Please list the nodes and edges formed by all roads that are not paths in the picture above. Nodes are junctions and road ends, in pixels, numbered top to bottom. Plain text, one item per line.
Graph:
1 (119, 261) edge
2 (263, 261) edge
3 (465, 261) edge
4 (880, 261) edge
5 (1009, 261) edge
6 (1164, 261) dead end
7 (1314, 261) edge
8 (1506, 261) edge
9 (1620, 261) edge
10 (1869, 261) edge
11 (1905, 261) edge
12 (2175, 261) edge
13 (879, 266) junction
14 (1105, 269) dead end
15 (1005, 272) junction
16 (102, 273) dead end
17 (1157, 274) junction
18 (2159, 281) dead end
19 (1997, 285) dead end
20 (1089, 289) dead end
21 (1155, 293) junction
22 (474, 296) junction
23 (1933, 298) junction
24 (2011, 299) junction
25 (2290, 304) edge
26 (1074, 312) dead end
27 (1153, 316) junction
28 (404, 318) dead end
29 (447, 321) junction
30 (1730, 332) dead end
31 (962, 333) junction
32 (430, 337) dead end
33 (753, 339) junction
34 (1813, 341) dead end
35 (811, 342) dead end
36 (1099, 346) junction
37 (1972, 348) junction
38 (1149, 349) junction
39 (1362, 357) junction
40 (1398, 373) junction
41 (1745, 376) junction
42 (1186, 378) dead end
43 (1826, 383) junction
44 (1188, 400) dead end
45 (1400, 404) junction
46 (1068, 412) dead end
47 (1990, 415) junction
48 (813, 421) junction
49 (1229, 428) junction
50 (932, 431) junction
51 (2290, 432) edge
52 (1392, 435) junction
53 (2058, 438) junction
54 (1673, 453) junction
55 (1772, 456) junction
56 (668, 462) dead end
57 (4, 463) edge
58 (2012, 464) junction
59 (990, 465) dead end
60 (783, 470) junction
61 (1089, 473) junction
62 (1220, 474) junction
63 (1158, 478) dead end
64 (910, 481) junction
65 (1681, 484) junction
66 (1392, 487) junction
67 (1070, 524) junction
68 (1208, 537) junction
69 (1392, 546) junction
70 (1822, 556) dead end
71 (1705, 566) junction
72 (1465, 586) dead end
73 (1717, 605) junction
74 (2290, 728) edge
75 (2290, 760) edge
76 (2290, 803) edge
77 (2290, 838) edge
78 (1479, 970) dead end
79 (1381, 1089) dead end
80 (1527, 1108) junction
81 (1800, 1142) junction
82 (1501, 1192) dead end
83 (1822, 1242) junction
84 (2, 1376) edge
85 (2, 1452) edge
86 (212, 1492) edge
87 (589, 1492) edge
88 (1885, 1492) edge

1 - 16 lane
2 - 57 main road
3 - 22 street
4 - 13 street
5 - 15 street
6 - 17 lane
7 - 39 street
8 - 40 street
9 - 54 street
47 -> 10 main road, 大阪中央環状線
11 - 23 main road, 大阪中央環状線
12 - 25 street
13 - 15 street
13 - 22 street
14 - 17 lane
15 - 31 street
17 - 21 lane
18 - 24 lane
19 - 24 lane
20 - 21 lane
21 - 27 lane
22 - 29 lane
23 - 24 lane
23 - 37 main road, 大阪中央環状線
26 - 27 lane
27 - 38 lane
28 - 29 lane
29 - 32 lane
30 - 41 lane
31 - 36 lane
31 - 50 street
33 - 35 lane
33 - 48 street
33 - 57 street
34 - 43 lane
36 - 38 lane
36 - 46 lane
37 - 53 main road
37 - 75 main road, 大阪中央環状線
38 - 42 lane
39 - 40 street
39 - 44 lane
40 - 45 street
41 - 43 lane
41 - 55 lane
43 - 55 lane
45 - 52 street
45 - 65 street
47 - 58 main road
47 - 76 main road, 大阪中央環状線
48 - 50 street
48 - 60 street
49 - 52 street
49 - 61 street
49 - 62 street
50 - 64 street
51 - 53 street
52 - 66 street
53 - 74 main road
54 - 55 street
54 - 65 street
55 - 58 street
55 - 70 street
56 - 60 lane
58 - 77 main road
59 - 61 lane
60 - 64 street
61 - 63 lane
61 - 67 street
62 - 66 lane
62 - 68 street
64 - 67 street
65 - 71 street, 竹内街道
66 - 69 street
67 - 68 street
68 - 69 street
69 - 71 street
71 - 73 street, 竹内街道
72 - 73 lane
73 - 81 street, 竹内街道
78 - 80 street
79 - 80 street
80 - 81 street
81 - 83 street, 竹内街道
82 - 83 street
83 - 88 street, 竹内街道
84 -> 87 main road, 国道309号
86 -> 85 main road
•••••
◆ Task brief: With no other words, report how many lines in the entries hold the string "竹内街道".

◆ Written answer: 5